To ensure it does overwrite an existing file

fs.writeFile(__dirname + '/mew.txt', 'Can you keep a secret', err => {
    console.log('err ==> ', err)


This method returns a promise. In this example, we chain it with a then method and a catch method.

fsPromises.writeFile(__dirname + '/mew.txt', 'If walls could talk')
    .then(res => res)
    .catch(err => console.log(err))

A flag can be added as a third argument as shown in the previous example.

The AppendFile Method

This method by default comes with an a flag. This makes it possible to add content to an existing file. That is not the goal since we want to create a new file. Therefore all examples will contain flags that ensure that an exception is thrown if the file exists.

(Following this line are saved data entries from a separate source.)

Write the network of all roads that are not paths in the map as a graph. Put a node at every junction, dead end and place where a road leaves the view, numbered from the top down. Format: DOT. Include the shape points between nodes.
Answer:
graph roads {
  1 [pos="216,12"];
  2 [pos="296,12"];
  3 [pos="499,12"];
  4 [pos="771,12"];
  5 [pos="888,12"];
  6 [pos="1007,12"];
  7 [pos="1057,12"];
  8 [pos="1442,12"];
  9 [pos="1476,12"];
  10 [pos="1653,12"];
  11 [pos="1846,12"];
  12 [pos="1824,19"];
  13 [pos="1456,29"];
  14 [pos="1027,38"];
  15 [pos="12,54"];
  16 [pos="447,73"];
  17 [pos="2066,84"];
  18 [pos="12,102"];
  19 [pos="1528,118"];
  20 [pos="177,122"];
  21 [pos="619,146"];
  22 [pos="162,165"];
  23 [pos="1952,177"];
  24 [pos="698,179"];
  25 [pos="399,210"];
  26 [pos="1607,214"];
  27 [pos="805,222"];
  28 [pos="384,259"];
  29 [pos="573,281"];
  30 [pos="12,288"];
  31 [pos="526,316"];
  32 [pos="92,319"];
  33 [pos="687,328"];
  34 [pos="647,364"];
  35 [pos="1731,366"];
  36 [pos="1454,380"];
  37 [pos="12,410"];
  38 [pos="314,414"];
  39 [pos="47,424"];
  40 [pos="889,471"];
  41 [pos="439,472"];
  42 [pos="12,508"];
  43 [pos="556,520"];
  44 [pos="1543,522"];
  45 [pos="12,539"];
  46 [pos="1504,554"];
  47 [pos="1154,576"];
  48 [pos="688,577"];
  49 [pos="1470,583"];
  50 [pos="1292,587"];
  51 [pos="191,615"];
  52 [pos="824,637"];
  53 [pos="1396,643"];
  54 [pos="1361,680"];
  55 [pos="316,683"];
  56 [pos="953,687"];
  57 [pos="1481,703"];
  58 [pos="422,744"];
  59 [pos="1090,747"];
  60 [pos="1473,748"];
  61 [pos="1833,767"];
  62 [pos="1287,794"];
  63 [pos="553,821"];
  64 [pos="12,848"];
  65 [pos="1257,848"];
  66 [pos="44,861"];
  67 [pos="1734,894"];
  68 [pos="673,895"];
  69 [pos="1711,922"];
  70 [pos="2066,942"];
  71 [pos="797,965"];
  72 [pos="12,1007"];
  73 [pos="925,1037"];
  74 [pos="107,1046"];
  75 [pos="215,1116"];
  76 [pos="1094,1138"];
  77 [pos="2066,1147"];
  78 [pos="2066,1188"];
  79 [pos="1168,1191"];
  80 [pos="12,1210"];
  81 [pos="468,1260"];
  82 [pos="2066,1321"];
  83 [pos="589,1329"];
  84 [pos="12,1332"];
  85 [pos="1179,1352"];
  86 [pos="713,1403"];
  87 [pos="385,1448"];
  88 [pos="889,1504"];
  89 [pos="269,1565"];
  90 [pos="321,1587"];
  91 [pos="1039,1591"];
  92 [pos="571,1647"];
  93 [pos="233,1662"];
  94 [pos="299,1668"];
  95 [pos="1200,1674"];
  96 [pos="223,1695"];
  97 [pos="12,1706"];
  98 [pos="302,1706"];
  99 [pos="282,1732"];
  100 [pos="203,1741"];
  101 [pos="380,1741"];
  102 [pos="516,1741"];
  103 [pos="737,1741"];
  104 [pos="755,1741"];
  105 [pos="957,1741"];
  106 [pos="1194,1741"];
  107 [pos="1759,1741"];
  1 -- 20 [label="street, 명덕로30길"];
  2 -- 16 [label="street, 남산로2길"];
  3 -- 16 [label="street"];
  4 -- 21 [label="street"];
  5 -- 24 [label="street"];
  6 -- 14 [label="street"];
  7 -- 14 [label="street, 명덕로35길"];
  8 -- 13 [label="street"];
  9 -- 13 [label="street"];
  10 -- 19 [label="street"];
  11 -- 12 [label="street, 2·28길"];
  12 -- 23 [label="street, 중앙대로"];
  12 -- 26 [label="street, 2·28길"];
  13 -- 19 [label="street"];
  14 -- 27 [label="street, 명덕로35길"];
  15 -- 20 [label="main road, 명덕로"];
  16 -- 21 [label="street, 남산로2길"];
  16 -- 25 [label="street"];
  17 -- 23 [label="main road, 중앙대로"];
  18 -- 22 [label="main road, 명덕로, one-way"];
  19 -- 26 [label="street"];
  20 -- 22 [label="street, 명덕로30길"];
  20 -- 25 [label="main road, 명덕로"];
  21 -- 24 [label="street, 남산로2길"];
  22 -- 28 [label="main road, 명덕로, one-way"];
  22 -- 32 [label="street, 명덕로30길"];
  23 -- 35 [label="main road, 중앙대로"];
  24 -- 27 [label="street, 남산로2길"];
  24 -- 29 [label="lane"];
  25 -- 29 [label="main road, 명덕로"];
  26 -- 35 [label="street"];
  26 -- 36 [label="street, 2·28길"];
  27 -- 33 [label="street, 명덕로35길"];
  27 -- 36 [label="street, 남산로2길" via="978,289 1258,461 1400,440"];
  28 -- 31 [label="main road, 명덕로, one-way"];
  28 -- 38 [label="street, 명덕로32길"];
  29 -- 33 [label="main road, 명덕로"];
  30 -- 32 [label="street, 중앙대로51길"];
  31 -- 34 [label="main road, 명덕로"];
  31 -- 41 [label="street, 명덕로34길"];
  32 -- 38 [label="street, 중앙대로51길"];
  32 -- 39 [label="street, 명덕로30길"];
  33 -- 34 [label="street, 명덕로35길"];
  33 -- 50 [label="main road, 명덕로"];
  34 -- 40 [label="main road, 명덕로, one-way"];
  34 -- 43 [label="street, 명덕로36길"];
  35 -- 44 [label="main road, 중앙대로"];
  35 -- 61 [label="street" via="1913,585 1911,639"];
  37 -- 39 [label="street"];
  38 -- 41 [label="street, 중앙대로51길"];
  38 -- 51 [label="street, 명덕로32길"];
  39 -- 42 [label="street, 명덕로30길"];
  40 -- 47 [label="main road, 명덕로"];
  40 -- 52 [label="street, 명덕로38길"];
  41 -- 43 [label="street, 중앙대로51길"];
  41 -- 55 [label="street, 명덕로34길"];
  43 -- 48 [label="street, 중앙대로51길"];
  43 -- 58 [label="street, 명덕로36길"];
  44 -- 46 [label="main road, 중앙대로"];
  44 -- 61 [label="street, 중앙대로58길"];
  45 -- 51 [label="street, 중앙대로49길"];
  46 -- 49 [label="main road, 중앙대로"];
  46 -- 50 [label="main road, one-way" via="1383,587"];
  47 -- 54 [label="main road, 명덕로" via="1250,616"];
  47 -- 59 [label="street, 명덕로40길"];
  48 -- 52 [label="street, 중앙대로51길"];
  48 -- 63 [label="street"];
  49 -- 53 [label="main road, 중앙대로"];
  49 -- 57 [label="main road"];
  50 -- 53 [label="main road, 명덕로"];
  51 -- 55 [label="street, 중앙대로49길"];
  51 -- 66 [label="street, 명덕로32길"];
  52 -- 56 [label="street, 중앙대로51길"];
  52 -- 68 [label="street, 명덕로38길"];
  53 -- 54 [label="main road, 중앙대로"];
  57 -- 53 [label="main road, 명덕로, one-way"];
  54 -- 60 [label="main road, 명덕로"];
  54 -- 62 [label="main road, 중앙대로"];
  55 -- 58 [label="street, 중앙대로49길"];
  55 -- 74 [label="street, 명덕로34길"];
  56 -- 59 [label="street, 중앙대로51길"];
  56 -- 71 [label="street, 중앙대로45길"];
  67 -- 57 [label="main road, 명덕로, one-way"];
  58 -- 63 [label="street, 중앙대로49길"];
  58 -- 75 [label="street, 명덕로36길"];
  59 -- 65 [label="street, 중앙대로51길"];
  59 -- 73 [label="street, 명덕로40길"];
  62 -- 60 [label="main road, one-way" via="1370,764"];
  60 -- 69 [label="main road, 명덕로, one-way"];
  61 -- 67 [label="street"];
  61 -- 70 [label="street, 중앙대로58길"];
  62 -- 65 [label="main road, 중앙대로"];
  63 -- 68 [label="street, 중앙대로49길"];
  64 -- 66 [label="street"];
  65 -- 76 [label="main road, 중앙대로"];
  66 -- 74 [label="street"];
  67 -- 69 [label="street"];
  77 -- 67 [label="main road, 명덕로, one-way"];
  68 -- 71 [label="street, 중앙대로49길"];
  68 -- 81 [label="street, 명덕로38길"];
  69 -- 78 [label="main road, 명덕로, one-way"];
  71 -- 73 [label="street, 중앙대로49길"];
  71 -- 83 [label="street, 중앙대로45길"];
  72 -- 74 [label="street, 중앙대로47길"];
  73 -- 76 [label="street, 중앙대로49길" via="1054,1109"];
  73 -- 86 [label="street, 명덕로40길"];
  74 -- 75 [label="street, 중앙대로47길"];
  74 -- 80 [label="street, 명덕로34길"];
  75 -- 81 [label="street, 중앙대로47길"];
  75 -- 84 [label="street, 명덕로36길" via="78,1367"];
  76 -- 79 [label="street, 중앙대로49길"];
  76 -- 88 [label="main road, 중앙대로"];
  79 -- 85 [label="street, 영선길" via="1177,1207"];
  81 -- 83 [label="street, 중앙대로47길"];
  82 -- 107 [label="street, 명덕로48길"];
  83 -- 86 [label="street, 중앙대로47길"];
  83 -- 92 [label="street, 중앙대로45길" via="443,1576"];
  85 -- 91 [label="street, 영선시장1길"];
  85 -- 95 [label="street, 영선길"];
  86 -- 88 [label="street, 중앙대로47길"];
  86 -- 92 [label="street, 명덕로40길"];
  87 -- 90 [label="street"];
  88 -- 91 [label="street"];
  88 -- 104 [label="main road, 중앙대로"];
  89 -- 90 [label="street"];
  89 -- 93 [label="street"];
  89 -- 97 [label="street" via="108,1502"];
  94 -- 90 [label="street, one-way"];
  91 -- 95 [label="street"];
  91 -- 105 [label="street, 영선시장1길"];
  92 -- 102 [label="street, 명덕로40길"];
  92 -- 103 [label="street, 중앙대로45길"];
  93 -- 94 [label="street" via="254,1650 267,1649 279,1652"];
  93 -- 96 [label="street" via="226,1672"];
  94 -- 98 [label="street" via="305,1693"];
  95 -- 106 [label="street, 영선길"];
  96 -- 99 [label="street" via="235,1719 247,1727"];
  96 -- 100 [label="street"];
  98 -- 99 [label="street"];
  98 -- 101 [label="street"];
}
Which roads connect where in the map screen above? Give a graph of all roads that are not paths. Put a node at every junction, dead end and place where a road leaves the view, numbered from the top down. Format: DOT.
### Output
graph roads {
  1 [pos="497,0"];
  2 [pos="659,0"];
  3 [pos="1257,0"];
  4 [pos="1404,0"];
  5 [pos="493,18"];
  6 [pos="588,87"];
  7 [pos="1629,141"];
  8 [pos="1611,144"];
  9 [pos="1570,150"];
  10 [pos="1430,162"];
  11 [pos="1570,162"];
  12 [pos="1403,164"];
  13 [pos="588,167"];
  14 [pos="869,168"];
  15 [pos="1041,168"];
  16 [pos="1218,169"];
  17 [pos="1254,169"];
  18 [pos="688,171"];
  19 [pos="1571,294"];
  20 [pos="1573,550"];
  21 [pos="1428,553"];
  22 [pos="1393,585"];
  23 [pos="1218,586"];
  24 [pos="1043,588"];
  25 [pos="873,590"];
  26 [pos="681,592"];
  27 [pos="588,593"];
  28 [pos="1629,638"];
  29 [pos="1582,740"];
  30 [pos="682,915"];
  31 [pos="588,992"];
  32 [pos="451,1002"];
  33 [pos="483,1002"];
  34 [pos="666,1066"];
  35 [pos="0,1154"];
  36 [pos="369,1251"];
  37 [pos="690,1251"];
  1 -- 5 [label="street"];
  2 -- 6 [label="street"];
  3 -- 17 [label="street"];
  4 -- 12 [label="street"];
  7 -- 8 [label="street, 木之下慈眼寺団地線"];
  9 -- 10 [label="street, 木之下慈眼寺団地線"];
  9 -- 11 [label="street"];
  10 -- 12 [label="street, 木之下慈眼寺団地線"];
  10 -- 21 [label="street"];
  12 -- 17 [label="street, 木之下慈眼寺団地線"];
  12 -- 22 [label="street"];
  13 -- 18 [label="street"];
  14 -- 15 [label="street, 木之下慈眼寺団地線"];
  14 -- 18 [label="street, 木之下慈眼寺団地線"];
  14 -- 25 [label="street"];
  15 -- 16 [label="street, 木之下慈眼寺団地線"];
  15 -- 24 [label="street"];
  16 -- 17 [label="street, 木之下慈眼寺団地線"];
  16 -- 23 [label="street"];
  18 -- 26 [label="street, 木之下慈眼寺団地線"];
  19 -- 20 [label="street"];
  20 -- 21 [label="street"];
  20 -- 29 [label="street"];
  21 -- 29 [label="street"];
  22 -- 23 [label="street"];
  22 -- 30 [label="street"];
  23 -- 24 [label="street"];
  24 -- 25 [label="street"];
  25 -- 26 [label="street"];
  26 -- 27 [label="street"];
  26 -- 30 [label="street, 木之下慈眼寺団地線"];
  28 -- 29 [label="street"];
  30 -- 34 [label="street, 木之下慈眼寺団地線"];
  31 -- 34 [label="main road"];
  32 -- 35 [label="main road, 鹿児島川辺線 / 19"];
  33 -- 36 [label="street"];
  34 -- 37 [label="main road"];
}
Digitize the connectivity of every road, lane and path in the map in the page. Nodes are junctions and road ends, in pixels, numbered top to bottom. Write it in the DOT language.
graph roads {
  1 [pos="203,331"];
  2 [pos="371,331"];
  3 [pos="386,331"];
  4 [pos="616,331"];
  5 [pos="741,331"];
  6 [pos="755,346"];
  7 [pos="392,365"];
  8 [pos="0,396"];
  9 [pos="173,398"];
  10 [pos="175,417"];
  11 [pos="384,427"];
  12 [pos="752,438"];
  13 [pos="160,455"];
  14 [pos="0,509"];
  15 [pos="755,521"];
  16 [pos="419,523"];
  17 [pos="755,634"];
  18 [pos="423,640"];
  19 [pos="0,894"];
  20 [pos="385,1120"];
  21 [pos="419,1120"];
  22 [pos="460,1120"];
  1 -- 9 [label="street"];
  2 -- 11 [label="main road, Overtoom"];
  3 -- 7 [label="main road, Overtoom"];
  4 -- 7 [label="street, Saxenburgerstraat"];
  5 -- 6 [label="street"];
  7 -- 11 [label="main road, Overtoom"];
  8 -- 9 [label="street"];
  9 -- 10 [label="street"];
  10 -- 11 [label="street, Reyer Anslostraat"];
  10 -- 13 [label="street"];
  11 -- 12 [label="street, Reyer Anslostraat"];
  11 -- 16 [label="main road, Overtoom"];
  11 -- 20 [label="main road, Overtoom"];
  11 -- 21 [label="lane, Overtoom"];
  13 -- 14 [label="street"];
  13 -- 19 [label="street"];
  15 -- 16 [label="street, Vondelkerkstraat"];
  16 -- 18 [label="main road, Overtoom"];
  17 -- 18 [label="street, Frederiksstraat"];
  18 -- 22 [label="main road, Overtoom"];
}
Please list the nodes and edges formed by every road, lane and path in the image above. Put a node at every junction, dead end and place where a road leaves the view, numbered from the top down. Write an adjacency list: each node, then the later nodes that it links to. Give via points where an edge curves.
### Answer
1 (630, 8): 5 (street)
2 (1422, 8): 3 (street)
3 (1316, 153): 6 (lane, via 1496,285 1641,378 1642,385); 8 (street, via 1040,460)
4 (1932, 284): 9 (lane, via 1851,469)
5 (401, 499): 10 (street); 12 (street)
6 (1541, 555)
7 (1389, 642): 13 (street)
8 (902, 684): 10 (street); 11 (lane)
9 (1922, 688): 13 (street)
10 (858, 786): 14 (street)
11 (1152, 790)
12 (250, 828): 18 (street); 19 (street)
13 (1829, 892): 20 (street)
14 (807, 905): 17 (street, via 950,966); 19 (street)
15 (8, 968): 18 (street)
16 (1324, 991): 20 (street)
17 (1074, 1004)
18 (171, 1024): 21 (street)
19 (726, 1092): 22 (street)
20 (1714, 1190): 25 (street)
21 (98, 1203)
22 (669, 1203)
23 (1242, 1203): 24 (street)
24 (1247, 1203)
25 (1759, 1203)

This method is a synchronous method

fs.appendFileSync(__dirname + '/mew.txt', 'Truly Madly Deeply', {flag: 'ax'})


This method accepts a callback function as its last argument.

const data = 'Do they know the places where we go when we are grey and old'
fs.appendFile(__dirname + '/mew.txt', data, {flag: 'ax+'}, err => console.log(err))


This method returns a promise

const data = 'I hope this finds a way to your heart.'

fsPromises.appendFile(__dirname + '/mew.txt', data, {flag: 'ax+'})
    .then(res => res)
    .catch(err => console.log(err))


This article looks at four methods that can create a file in Node.js and the various forms each method has. It discusses some side effects it has if an already existing file is been called to be created by the last two methods. The data written into the file in the last two methods were lines gotten from songs I was listening to while writing. I hope you enjoyed reading this.